For the string "View", work out how many lines of the data contain it and give that number with nothing added.

[Collected data entries]
┌────────

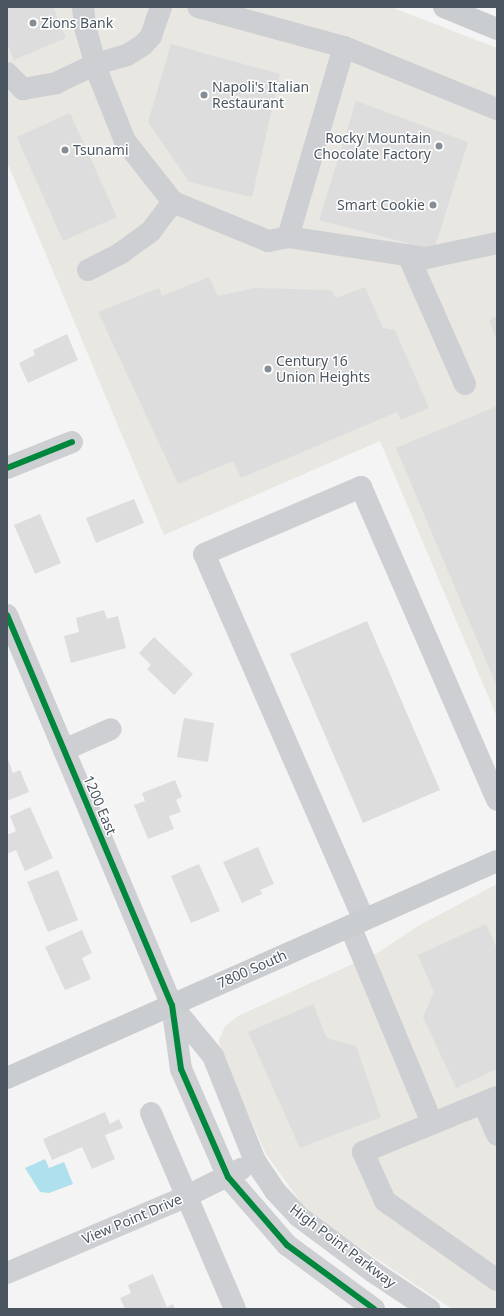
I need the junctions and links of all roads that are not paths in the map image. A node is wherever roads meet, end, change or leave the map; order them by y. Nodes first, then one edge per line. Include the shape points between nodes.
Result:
1 (83, 7) edge
2 (161, 7) edge
3 (198, 7) edge
4 (444, 7) edge
5 (497, 29) edge
6 (344, 47) junction
7 (96, 64) junction
8 (7, 73) edge
9 (497, 109) edge
10 (173, 202) junction
11 (288, 237) junction
12 (497, 243) edge
13 (408, 255) junction
14 (88, 270) dead end
15 (465, 384) dead end
16 (72, 442) dead end
17 (7, 468) edge
18 (7, 614) edge
19 (111, 729) dead end
20 (64, 750) junction
21 (497, 800) edge
22 (497, 861) edge
23 (357, 923) junction
24 (172, 1005) junction
25 (7, 1078) edge
26 (490, 1100) edge
27 (151, 1113) dead end
28 (432, 1123) junction
29 (497, 1135) edge
30 (255, 1161) junction
31 (228, 1177) junction
32 (185, 1197) junction
33 (7, 1273) edge
34 (497, 1280) edge
35 (235, 1309) edge
36 (374, 1309) edge
37 (429, 1309) edge

1 - 7 street via 85,27
2 - 7 street via 151,36 143,45 126,55
3 - 6 street
4 - 5 main road
6 - 9 street
6 - 11 street
7 - 8 street via 56,82 23,89
7 - 10 street via 125,141
10 - 11 street via 268,241
10 - 14 street via 151,231 121,253
11 - 13 street
12 - 13 street via 426,258
13 - 15 street
16 - 17 street
18 - 20 street, 1200 East
19 - 20 street
20 - 24 street, 1200 East
21 - 23 street via 361,487 204,554
22 - 23 main road, 7800 South
23 - 24 main road, 7800 South
23 - 28 street
24 - 25 main road, 7800 South
24 - 30 street, High Point Parkway via 212,1056
24 - 31 street, High Point Parkway via 181,1069
26 - 28 street
26 - 29 street
27 - 32 street
28 - 34 street via 363,1152 385,1201
30 - 31 street, View Point Drive
30 - 37 street, High Point Parkway via 275,1191 298,1216
31 - 32 street, View Point Drive
31 - 36 street, High Point Parkway via 287,1245
32 - 33 street, View Point Drive
32 - 35 street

└────────

** TASK SOLUTION **
3